You have spolit them both and haven’t taught either of them the value of money. It’s very common in wealthy households, particularly old money because you’ve always had it so don’t know the benefit of properly earning it and building up from the bottom. The fact your DH just gave him 9k to carry on travelling says an awful lot.

It’s up to you how you approach it but I would tell him he’s on his own and needs to get his arse to work.

My children are privately educated and I know a lot of wealthy parents-old and new money. It’s more lily new money acts like this. Old money are old money because they are careful with money and make it work hard.

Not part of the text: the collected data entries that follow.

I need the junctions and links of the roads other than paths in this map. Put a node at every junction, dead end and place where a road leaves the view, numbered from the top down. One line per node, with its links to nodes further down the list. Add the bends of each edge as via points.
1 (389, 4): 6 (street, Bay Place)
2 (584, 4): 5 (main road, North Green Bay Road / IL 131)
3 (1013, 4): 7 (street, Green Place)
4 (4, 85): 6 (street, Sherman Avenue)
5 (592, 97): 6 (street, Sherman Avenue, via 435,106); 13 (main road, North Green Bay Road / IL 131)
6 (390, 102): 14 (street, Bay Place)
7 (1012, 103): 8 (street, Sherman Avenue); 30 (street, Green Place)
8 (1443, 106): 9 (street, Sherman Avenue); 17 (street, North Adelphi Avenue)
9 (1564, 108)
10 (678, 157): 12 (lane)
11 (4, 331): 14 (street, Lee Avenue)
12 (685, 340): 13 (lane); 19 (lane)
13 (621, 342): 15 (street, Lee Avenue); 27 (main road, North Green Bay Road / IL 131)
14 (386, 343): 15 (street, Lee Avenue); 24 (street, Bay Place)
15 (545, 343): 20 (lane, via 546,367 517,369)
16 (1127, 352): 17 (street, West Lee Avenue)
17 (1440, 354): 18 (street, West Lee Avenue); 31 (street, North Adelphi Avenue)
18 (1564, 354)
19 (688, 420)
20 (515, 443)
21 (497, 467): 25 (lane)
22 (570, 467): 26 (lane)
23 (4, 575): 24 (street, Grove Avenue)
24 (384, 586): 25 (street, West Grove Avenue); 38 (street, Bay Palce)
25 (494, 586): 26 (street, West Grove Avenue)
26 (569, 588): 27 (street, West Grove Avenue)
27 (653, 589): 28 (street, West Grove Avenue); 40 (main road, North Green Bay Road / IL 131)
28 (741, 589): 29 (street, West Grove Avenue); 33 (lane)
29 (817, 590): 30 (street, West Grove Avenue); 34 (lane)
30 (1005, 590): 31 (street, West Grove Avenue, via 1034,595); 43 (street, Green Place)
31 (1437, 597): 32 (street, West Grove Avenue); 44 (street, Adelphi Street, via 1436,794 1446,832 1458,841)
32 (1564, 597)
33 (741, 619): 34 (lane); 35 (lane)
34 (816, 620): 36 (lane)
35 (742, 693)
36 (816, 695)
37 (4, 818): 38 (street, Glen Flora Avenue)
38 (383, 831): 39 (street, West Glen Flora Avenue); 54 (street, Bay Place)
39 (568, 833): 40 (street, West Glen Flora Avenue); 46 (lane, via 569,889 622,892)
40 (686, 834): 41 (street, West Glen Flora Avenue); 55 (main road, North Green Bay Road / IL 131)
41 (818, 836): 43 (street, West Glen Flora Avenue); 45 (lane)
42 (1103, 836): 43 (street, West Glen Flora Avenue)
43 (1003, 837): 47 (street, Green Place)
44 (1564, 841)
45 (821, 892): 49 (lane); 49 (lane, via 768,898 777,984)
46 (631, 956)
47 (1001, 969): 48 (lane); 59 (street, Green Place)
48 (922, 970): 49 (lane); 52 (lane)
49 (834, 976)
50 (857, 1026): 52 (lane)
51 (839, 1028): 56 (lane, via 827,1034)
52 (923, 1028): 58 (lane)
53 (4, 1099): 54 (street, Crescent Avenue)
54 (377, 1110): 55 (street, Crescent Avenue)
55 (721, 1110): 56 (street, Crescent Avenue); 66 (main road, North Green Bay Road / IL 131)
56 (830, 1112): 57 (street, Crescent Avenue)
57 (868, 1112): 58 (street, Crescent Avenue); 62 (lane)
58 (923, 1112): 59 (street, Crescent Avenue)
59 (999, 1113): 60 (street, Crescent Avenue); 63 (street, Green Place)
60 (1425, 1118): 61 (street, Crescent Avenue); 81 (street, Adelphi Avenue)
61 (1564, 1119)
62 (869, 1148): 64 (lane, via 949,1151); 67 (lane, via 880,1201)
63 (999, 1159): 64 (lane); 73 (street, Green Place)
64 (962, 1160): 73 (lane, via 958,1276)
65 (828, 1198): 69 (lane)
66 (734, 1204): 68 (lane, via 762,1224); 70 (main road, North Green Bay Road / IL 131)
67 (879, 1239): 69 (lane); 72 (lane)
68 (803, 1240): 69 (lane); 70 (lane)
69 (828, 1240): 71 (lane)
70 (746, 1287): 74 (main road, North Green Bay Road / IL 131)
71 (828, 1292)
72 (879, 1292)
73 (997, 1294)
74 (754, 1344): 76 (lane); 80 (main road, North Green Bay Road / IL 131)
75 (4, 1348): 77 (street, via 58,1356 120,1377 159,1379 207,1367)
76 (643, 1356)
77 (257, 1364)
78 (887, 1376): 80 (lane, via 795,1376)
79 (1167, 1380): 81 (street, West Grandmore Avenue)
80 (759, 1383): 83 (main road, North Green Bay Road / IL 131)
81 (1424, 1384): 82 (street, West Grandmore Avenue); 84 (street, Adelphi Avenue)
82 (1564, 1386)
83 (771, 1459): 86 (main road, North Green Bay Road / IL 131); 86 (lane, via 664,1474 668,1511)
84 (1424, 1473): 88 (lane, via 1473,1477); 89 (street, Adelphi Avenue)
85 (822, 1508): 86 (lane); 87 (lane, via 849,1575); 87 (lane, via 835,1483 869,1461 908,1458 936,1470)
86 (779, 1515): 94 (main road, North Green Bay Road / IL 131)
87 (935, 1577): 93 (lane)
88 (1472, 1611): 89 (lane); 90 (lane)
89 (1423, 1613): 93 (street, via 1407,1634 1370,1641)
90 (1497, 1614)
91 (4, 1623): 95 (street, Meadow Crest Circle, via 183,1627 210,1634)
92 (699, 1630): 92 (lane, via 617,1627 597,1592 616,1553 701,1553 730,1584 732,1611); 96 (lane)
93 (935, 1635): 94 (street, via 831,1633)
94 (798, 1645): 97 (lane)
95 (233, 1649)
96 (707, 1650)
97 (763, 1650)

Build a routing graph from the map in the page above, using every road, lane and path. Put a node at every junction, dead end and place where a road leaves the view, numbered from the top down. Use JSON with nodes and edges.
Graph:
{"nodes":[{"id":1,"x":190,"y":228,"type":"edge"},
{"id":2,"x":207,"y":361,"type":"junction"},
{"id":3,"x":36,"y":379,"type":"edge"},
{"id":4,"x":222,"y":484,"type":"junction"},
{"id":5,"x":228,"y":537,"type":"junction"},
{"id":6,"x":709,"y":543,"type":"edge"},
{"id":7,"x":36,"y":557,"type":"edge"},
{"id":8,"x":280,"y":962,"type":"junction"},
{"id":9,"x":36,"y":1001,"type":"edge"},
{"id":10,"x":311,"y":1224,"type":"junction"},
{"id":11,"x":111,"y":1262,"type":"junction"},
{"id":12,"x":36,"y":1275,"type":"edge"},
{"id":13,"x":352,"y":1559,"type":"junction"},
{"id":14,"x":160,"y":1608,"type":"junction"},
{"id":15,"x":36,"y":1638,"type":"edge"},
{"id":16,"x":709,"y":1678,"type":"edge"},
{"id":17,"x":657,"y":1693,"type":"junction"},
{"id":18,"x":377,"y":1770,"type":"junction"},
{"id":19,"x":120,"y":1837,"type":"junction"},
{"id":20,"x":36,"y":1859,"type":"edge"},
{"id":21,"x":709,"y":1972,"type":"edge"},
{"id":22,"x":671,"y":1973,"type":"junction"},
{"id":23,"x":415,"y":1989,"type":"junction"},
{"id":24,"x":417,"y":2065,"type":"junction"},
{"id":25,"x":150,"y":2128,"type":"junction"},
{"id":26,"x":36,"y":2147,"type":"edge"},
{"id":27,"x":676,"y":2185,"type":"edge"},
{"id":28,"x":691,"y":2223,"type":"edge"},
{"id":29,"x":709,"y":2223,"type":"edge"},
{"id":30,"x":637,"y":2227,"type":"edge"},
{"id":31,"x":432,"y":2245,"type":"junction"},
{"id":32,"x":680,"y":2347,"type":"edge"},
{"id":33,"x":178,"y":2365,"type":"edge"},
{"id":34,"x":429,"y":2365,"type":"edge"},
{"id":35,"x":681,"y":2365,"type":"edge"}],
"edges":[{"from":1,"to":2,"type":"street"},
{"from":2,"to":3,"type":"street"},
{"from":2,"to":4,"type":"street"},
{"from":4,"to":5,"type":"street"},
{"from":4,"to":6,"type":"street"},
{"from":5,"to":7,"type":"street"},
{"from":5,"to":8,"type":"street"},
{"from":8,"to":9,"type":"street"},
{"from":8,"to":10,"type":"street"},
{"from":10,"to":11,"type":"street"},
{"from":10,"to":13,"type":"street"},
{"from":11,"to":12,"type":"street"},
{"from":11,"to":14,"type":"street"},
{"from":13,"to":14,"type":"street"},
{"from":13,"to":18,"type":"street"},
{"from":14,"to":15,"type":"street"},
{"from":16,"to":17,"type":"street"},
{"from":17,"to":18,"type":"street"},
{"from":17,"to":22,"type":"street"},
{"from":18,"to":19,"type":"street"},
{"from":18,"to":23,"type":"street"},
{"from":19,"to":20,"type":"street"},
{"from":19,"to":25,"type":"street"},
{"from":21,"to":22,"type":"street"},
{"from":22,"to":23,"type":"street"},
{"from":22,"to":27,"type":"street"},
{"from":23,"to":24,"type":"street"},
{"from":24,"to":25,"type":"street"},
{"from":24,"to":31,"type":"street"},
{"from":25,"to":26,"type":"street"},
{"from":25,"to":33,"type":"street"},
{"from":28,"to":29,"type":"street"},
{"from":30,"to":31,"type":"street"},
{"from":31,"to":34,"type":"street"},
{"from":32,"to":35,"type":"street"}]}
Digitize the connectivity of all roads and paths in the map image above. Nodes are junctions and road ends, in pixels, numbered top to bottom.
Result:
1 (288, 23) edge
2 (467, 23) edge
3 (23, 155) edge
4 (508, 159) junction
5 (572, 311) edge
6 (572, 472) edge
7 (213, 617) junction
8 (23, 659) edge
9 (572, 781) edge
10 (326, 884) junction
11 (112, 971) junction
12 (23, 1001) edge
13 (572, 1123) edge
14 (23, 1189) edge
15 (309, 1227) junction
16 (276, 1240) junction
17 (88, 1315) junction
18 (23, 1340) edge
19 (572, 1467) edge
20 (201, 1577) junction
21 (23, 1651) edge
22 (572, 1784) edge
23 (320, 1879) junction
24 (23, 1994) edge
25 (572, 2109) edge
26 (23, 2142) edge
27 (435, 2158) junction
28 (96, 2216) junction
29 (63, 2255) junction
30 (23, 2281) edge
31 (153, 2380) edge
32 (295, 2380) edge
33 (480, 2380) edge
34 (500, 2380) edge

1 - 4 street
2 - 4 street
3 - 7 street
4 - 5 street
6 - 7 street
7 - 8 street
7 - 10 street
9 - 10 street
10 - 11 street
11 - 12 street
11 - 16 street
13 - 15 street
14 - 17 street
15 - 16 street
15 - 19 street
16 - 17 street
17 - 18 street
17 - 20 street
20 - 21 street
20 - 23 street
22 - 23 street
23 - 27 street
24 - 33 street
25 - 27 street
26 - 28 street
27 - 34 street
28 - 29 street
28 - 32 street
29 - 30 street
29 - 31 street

YourGreenCat · 20/02/2026 16:42

Existentialistic · 20/02/2026 15:48

Aw, poor wealthy people @YourGreenCat - my heart bleeds. I don’t think any sweeping generalisations can be made around family money. I’ve met many wealthy people through my education and career. Some wealthy and hardworking, others wealthy and entitled. It’s the same with people born to non-monied families, some hard working and do everything to get out of that situation, others, happy to settle on benefits. No judgements. I’m lucky that my parents (as non-wealthy people) had high expectations of my independence - they did me a huge favour. All the best.

Edited

I am not sure why you felt the need to get your tiny violin out, who's asking you to feel sorry for anyone?

It's just funny that you seem so keen on picturing everyone with family money as having no resilience, no independence. If it makes you feel better about yourself and you need feel superior, go ahead. All the best.

Scarlettpixie · 20/02/2026 16:50

Well if you wanted your son to understand the value of money it was up to you to teach him while he was younger. Knowing he had no concept of money you gave him £50K and then complain that he spent it! It sounds like he has had a whale of a time travelling and it has resulted in a girlfriend and a job he enjoys. I can't seem him finding much issue with any of that tbh. Just because you don't understand tiktok doesn't mean it isn't a viable way to make a living. He will have his degree to fall back on if it doesn't work out. You don't have to have you whole life and career mapped out at 25. At some point he may regret not saving some of the £50k or he may not. It's his life.

I think you really need to calm down and back off. Just because he didn't choose the path you mapped out for him doesn't mean he is doing anything wrong. You just can't give a 23 yo a huge sum of money with no strings attached and then complain about how he spent it. I would however be mad at your husband for sending him another £9k without discussion but then it depends on your finances/relationship really. You can't be mad at your DH for being happy that you DS is having adventures and appears to be enjoying life. Maybe he wishes he could have travelled more or earned money by not doing a 9-5 job.